Bem estar coletivo X individual
Desde o início da vacinação contra a Covid-19 no Brasil, seguiu-se o debate sobre sua obrigatoriedade. Na esfera trabalhista, a questão maior é se o empregador pode exigir a vacinação do trabalhador, e quais as consequências, caso ele recuse.
Na área do Direito, muitos entendem que, pela gravidade da situação, e por se tratar de caso de saúde coletiva, o direito individual seria afastado, dando preferência ao direito coletivo.
Para compreender essa questão, é preciso relembrar aspectos importantes que envolvem a saúde pública.

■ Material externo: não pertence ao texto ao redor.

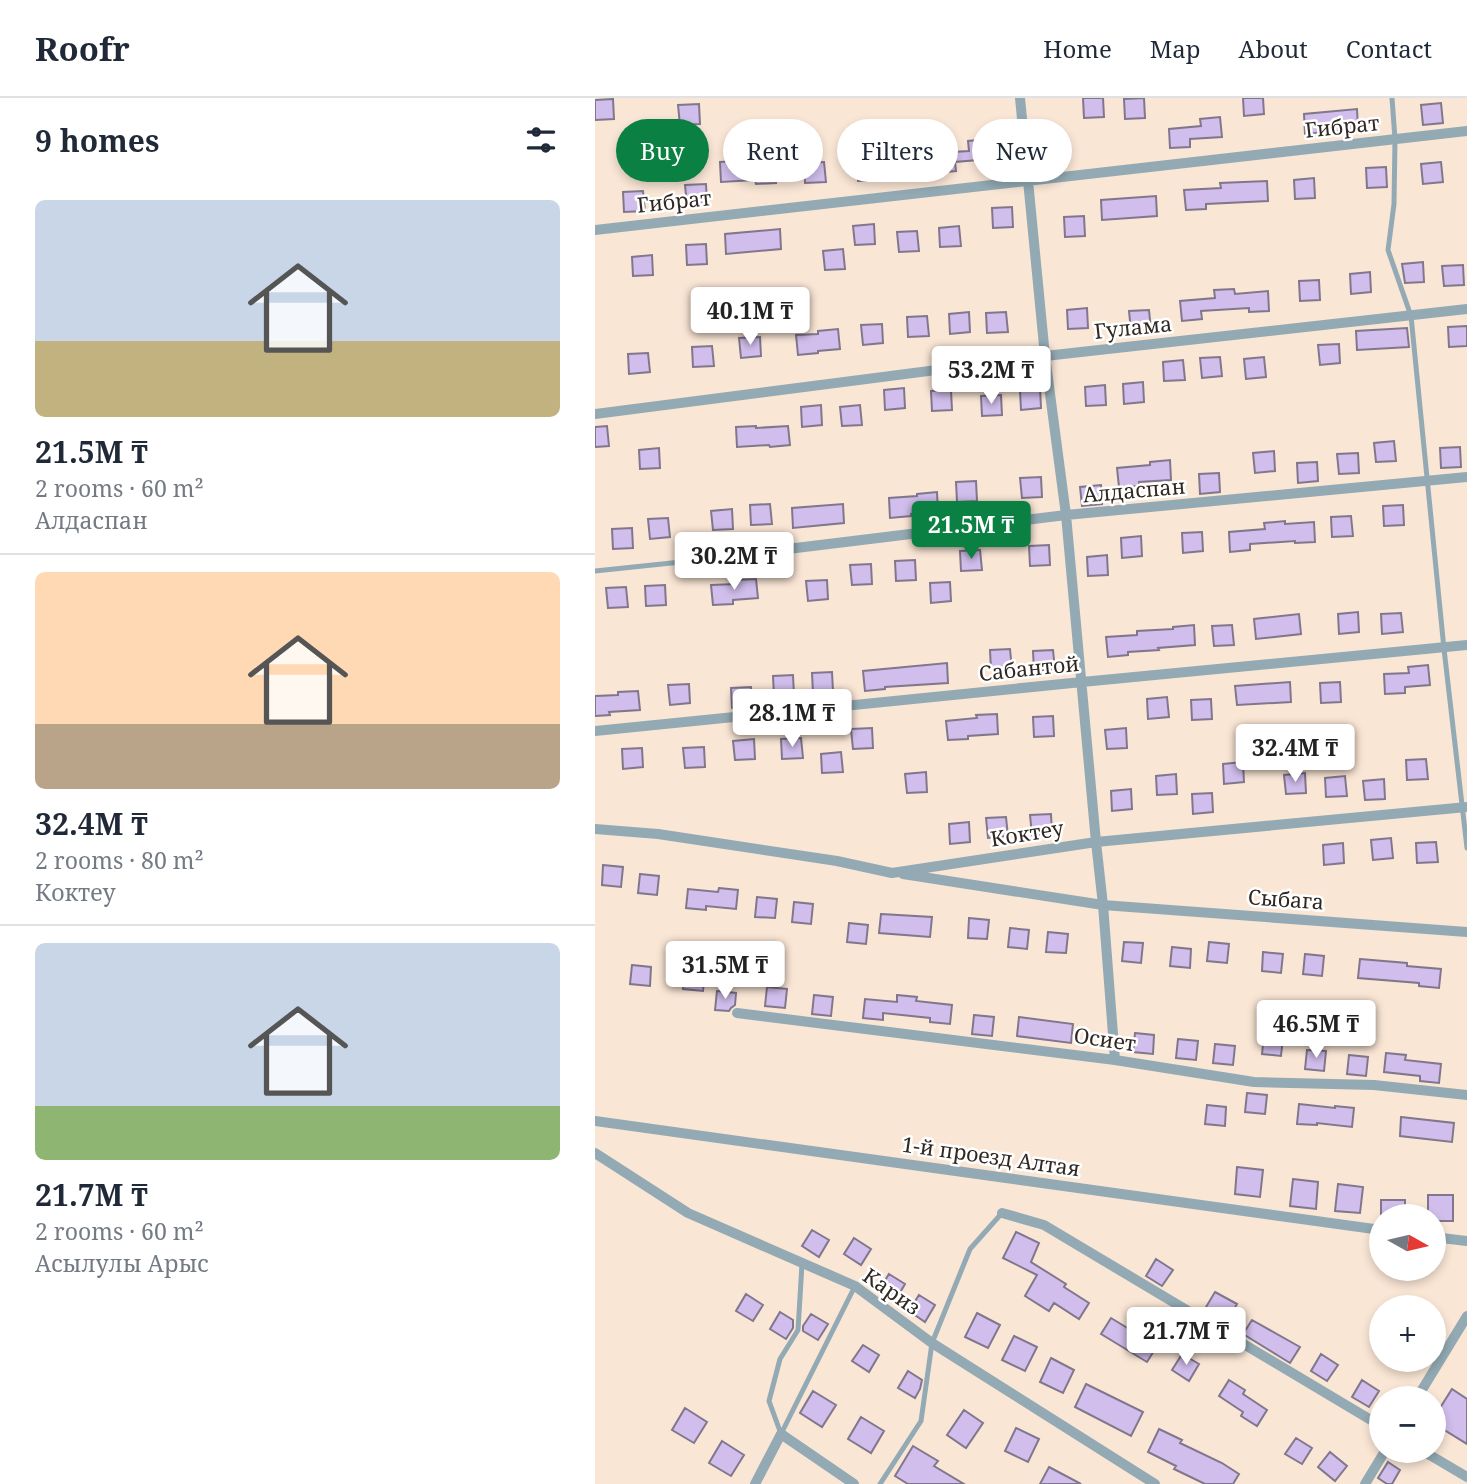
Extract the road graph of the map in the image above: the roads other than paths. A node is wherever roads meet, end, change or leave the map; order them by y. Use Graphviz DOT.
graph roads {
  1 [pos="1020,98"];
  2 [pos="1392,98"];
  3 [pos="1022,119"];
  4 [pos="1467,131"];
  5 [pos="1395,139"];
  6 [pos="1072,175"];
  7 [pos="1011,182"];
  8 [pos="1028,182"];
  9 [pos="595,230"];
  10 [pos="1467,309"];
  11 [pos="1412,316"];
  12 [pos="1045,356"];
  13 [pos="595,414"];
  14 [pos="1467,477"];
  15 [pos="1429,482"];
  16 [pos="1066,515"];
  17 [pos="681,562"];
  18 [pos="595,571"];
  19 [pos="1467,646"];
  20 [pos="1444,649"];
  21 [pos="1082,682"];
  22 [pos="595,730"];
  23 [pos="1464,807"];
  24 [pos="595,829"];
  25 [pos="1096,842"];
  26 [pos="1467,848"];
  27 [pos="893,873"];
  28 [pos="1103,905"];
  29 [pos="1467,932"];
  30 [pos="737,1013"];
  31 [pos="1115,1060"];
  32 [pos="1467,1095"];
  33 [pos="595,1121"];
  34 [pos="595,1153"];
  35 [pos="1002,1213"];
  36 [pos="1369,1228"];
  37 [pos="1446,1239"];
  38 [pos="1467,1241"];
  39 [pos="802,1263"];
  40 [pos="855,1286"];
  41 [pos="1467,1316"];
  42 [pos="932,1343"];
  43 [pos="1424,1386"];
  44 [pos="1369,1419"];
  45 [pos="781,1434"];
  46 [pos="1378,1463"];
  47 [pos="1443,1463"];
  48 [pos="1467,1477"];
  49 [pos="755,1484"];
  50 [pos="854,1484"];
  51 [pos="880,1484"];
  52 [pos="1154,1484"];
  53 [pos="1365,1484"];
  1 -- 3 [label="street"];
  2 -- 5 [label="lane"];
  4 -- 5 [label="street, Гибрат"];
  5 -- 6 [label="street, Гибрат"];
  5 -- 11 [label="lane"];
  7 -- 9 [label="street, Гибрат"];
  8 -- 12 [label="street"];
  10 -- 11 [label="street, Гулама"];
  11 -- 12 [label="street, Гулама"];
  11 -- 15 [label="lane"];
  12 -- 13 [label="street, Гулама"];
  12 -- 16 [label="street"];
  14 -- 15 [label="street, Алдаспан"];
  15 -- 16 [label="street, Алдаспан"];
  15 -- 20 [label="lane"];
  16 -- 17 [label="street, Алдаспан"];
  16 -- 21 [label="street"];
  17 -- 18 [label="lane"];
  19 -- 20 [label="street, Сабантой"];
  20 -- 21 [label="street, Сабантой"];
  20 -- 23 [label="lane"];
  21 -- 22 [label="street, Сабантой"];
  21 -- 25 [label="street"];
  23 -- 25 [label="street, Коктеу"];
  23 -- 26 [label="lane"];
  24 -- 27 [label="street, Коктеу"];
  25 -- 27 [label="street, Коктеу"];
  25 -- 28 [label="street"];
  27 -- 28 [label="street, Сыбага"];
  28 -- 29 [label="street, Сыбага"];
  28 -- 31 [label="street"];
  30 -- 31 [label="street, Осиет"];
  31 -- 32 [label="street, Осиет"];
  33 -- 36 [label="street, 1-й проезд Алтая"];
  34 -- 39 [label="street, Кариз"];
  35 -- 42 [label="lane"];
  35 -- 44 [label="street"];
  37 -- 38 [label="street"];
  39 -- 40 [label="street, Кариз"];
  39 -- 45 [label="lane"];
  40 -- 42 [label="street, Кариз"];
  40 -- 45 [label="lane"];
  41 -- 43 [label="street"];
  42 -- 51 [label="lane"];
  42 -- 52 [label="street, Кариз"];
  45 -- 49 [label="street"];
  45 -- 50 [label="street"];
  46 -- 53 [label="street"];
  47 -- 48 [label="street"];
}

Cuidados para evitar doenças envolvem ações individuais (como lavar as mãos, escovar os dentes) e ações coletivas (como políticas públicas para evitar a contaminação da água).
Podemos citar como exemplo o tabagismo, que produz danos individuais, para a pessoa que fuma, e danos coletivos, como a poluição atmosférica, que leva outras pessoas a também terem problemas respiratórios.

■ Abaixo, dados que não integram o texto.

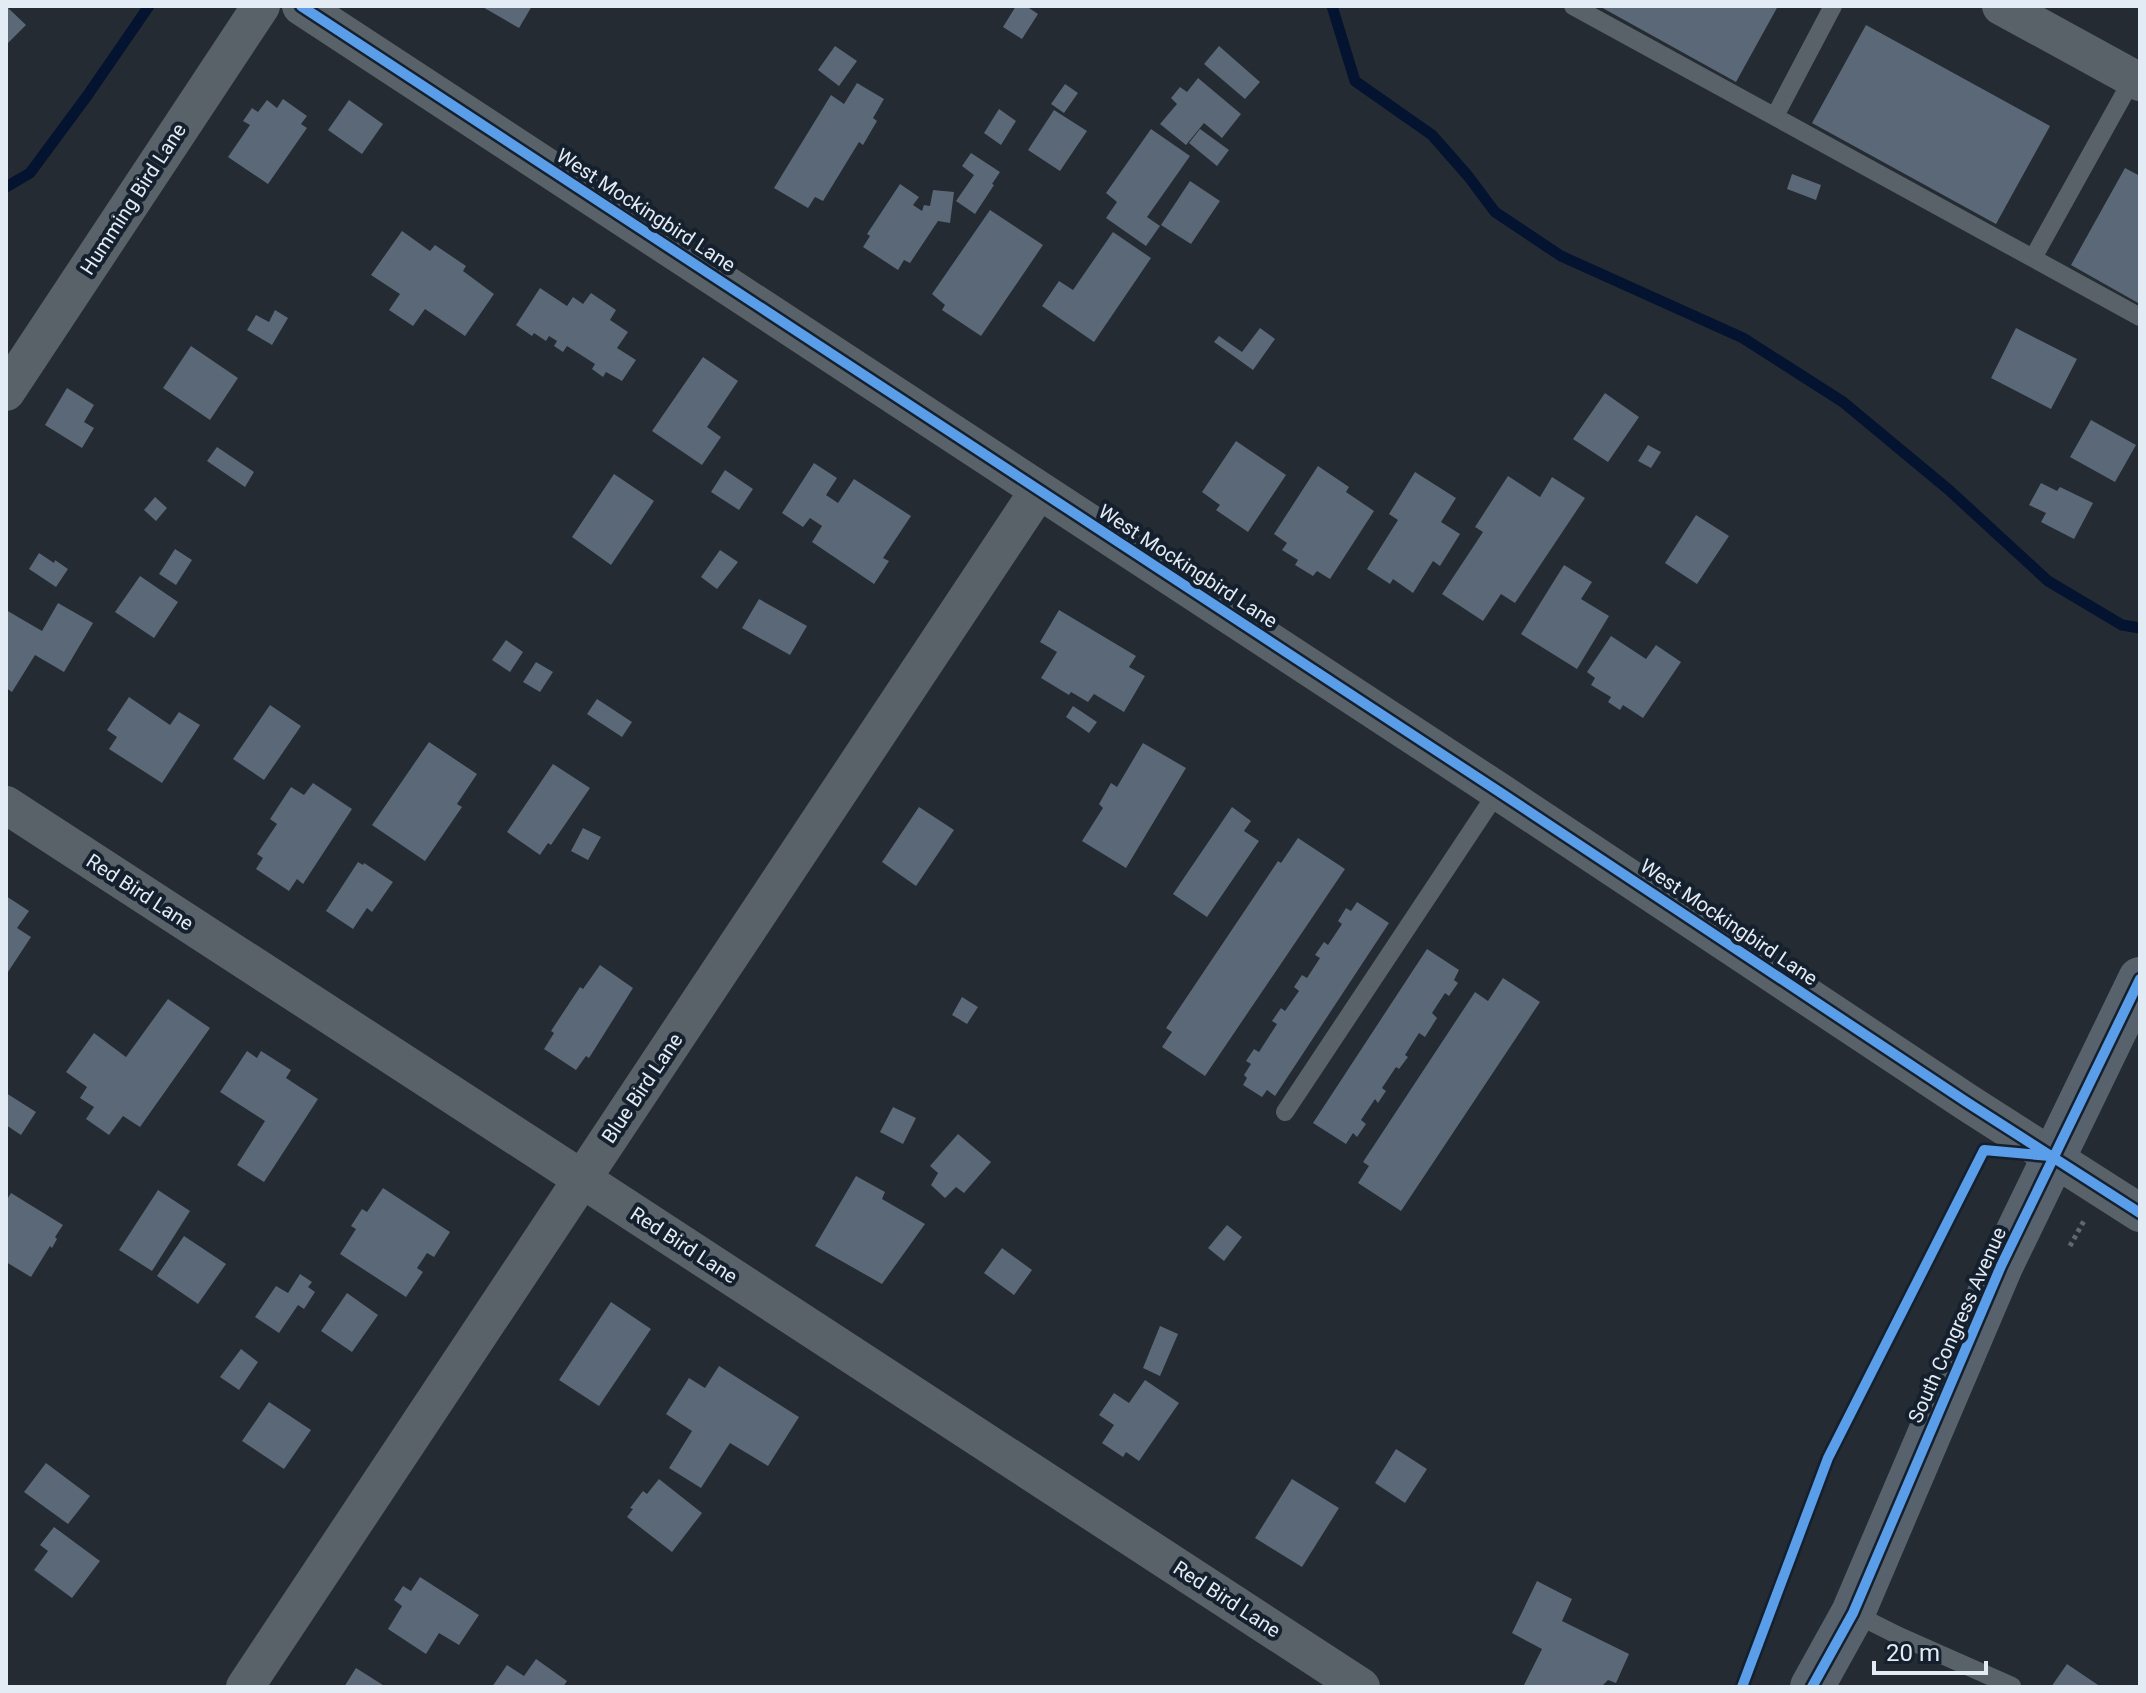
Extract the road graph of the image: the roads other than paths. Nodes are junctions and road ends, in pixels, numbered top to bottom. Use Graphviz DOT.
graph roads {
  1 [pos="261,6"];
  2 [pos="301,6"];
  3 [pos="1573,6"];
  4 [pos="1833,6"];
  5 [pos="2001,6"];
  6 [pos="2136,80"];
  7 [pos="1775,116"];
  8 [pos="2033,258"];
  9 [pos="2140,317"];
  10 [pos="6,392"];
  11 [pos="1039,490"];
  12 [pos="1498,791"];
  13 [pos="6,805"];
  14 [pos="2140,979"];
  15 [pos="1285,1112"];
  16 [pos="2054,1156"];
  17 [pos="582,1179"];
  18 [pos="2140,1213"];
  19 [pos="1853,1613"];
  20 [pos="2012,1686"];
  21 [pos="245,1687"];
  22 [pos="1361,1687"];
  23 [pos="1812,1687"];
  1 -- 10 [label="street, Humming Bird Lane"];
  2 -- 11 [label="street, West Mockingbird Lane"];
  3 -- 7 [label="lane"];
  4 -- 7 [label="lane"];
  5 -- 6 [label="street"];
  6 -- 8 [label="lane"];
  7 -- 8 [label="lane"];
  8 -- 9 [label="lane"];
  11 -- 12 [label="street, West Mockingbird Lane"];
  11 -- 17 [label="street, Blue Bird Lane"];
  12 -- 15 [label="lane"];
  12 -- 16 [label="street, West Mockingbird Lane"];
  13 -- 17 [label="street, Red Bird Lane"];
  14 -- 16 [label="main road, South Congress Avenue"];
  16 -- 18 [label="street, West Mockingbird Lane"];
  16 -- 19 [label="main road, South Congress Avenue"];
  17 -- 21 [label="street, Blue Bird Lane"];
  17 -- 22 [label="street, Red Bird Lane"];
  19 -- 20 [label="lane"];
  19 -- 23 [label="main road, South Congress Avenue"];
}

Vacinação: o que diz a lei?
A Consolidação das Leis do Trabalho (CLT) determina que cabe às empresas cumprir e estabelecer normas de segurança e medicina do trabalho para evitar doenças ocupacionais.
A nossa Constituição da República de 1988 também assegura o direito do trabalhador a redução dos riscos inerentes ao trabalho, por meio de normas de saúde, higiene e segurança, conforme preveem os artigos 6º e 196:
“Art. 6º São direitos sociais a educação, a saúde, a alimentação, o trabalho, a moradia, o transporte, o lazer, a segurança, a previdência social, a proteção à maternidade e à infância, a assistência aos desamparados, na forma desta Constituição”.
“Art. 196. A saúde é direito de todos e dever do Estado, garantido mediante políticas sociais e econômicas que visem à redução do risco de doença e de outros agravos e ao acesso universal e igualitário às ações e serviços para sua promoção, proteção e recuperação”.
Lei de enfrentamento à pandemia
A lei 13.979/20 dispõe sobre as medidas para enfrentamento da emergência de saúde pública de importância internacional decorrente da Covid-19, responsável pelo surto de 2019, em seu artigo 3º, inciso III, prevê:
“Art. 3º. Para enfrentamento da emergência de saúde pública de importância internacional de que trata esta Lei, as autoridades poderão adotar, no âmbito de suas competências, entre outras, as seguintes medidas:
III – determinação de realização compulsória de:
- a) exames médicos;
- b) testes laboratoriais;
- c) coleta de amostras clínicas;
- d) vacinação e outras medidas profiláticas.
Baseado nisso, muitos advogados trabalhistas entendem que a vacinação de empregados deve ser obrigatória, uma vez que essa medida coletiva é necessária para a preservação da vida e da economia em sociedade.
Da mesma maneira, o distanciamento social, associado ao uso obrigatório de máscaras e às campanhas de higiene, devem continuar sendo priorizado nos ambientes de trabalho presenciais.
E quando é o empregador que não cumpre as normas?
Muitos entendem que aqui cabe a “justa causa patronal”. Da mesma forma que é dever do empregado acatar as orientações de saúde e segurança, cabe também ao empregador zelar pela integridade física do seu funcionário.
Assim, quando o empregador deixar de implementar medidas de combate a Covid-19, criar impedimentos à vacinação do trabalhador ou descumprir com as normas de segurança existentes, a rescisão indireta poderá ser pleiteada pelo empregado.
Este respaldo existe no artigo 483 da CLT. Ali estabelece que poderá ocorrer a rescisão indireta “quando o empregado correr perigo manifesto de mal considerável”.